Wang等[58]通过利用单链DNA适配体和ZEN单克隆抗体(mAb-ZEN)具有高特异性和亲和性的特点,开发了一种用于检测玉米中ZEN的低氧免疫吸附测定方法。通过将纯化的mAb-ZEN作为ssDNA识别的靶标,并包被在微量滴定板上。经过15轮筛选,获得了对mAb-ZEN有最高亲和力和特异性的适配体。该检测方法的检出限为0.01 ng/mL,检测范围为0.03～2.5 ng/mL,加标样品的回收率为95%～105%。Goud等[72]开发了一种以功能性的氧化石墨烯作为FAM荧光猝灭剂为基础的适配体传感器方法。该方法测定ZEN的浓度范围为0.5～64 ng/mL,检测限为0.5 ng/mL。并成功地应用于测定加标的酒精饮料、啤酒和葡萄酒中ZEN,回收率为87%～96%,浓度范围为1～16 ng/mL。目前对于ZEN适配体传感器的研发较少,主要难题是筛选ZEN的适配体数目较少,对ZEN适配体传感器的发展具有一定的局限性。

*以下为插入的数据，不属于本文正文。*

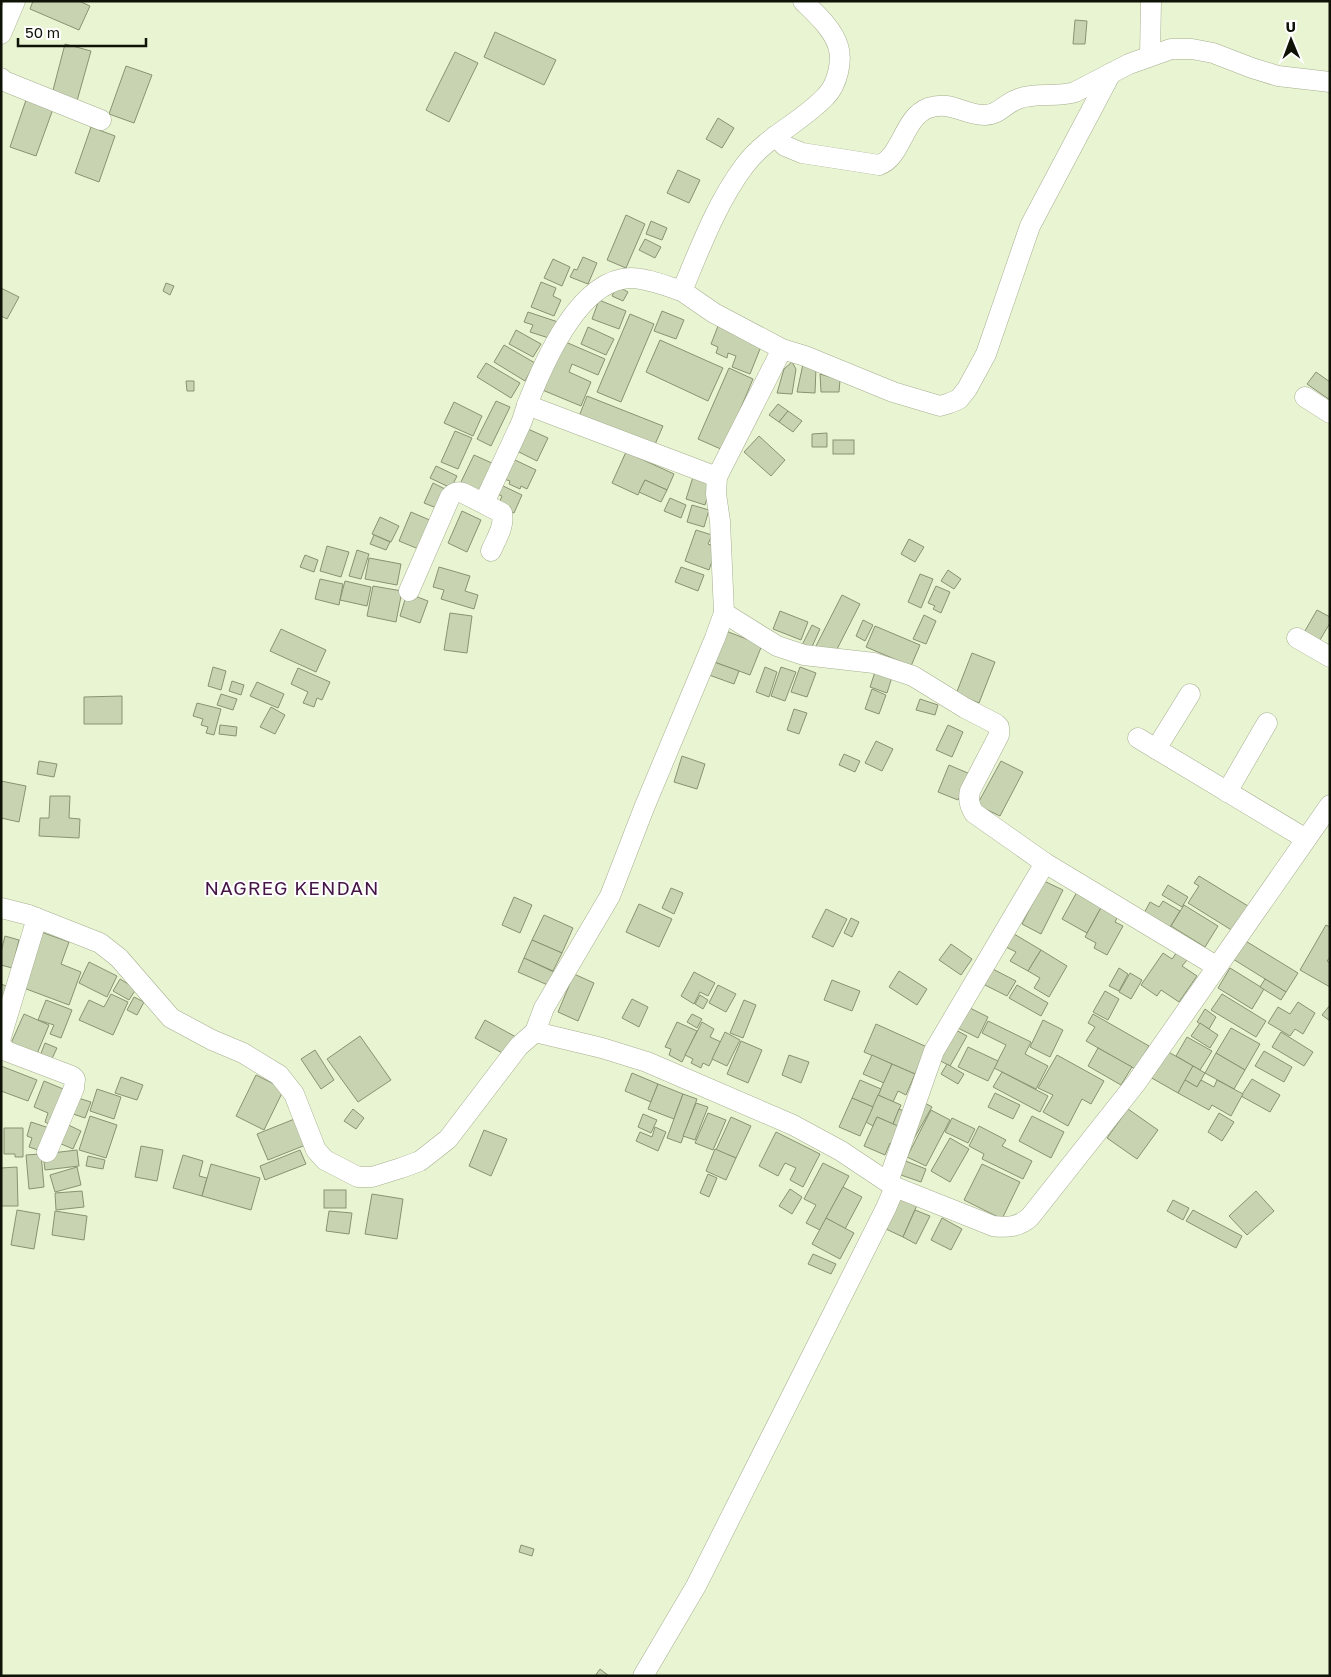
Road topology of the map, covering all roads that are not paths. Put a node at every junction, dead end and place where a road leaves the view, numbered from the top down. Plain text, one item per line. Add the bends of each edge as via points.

目前研发的ZEN适配体传感器虽然灵敏度高、特异性高,但存在检测操作繁杂,操作时间长等缺点。所以ZEN适配体传感器的研究具有很大的发展空间。

4 结语与展望

近年来核酸适配体检测方法的发展证明了核酸适配体检测技术可作为取代食品中检测霉菌毒素的常规检测和分析方法,对于食品中其他小分子有害物质的检测提供了新的思路和途径。核酸适配体因具有易合成、易标记、易修饰、灵敏度高、特异性高等优点,使其在食品安全、医学检测、药物分析和疾病诊断等领域发挥着重要的作用。目前核酸适配体广泛应用于检测霉菌毒素、金属离子、微生物、蛋白质等目标物,而大多数文献报道都以AFB1、AFM1、OTA和FB1为主,其他霉菌毒素核酸适配体的文献报道几乎没有,所以筛选出其他霉菌毒素适配体及研发出相关适配体生物传感器具有一定的挑战性。

目前,已经开发出用于霉菌毒素的核酸适配体传感器包括基于比色、荧光和PCR方法的传感器[28,59,61],也存在耗时且不易执行的缺点,而且有些传感器在使用时仍需要修改仪器的检测步骤,导致操作步骤繁琐,也存在损坏仪器的可能。在检测食物样品中霉菌毒素时,检测体系中的反应基质会严重影响适配体灵敏度和准确性,特别是在测定食品中多种霉菌毒素时。通过简化的样品制备过程来降低基质效应,这也是核酸适配体检测食品中霉菌毒素面临的挑战和今后发展的趋势。尽管多数霉菌毒素核酸适配体已经得到应用,如试纸条,结合血糖仪检测等,将这些核酸适配体作为实际应用的现场检测工具仍有一定的难度,对于未来快速检测食品中霉菌毒素提供了新的思路和挑战。未来的研究可能集中研发便携、亲和力高、成本效益高的核酸适配体传感器,使这些方法更适合于现场检测。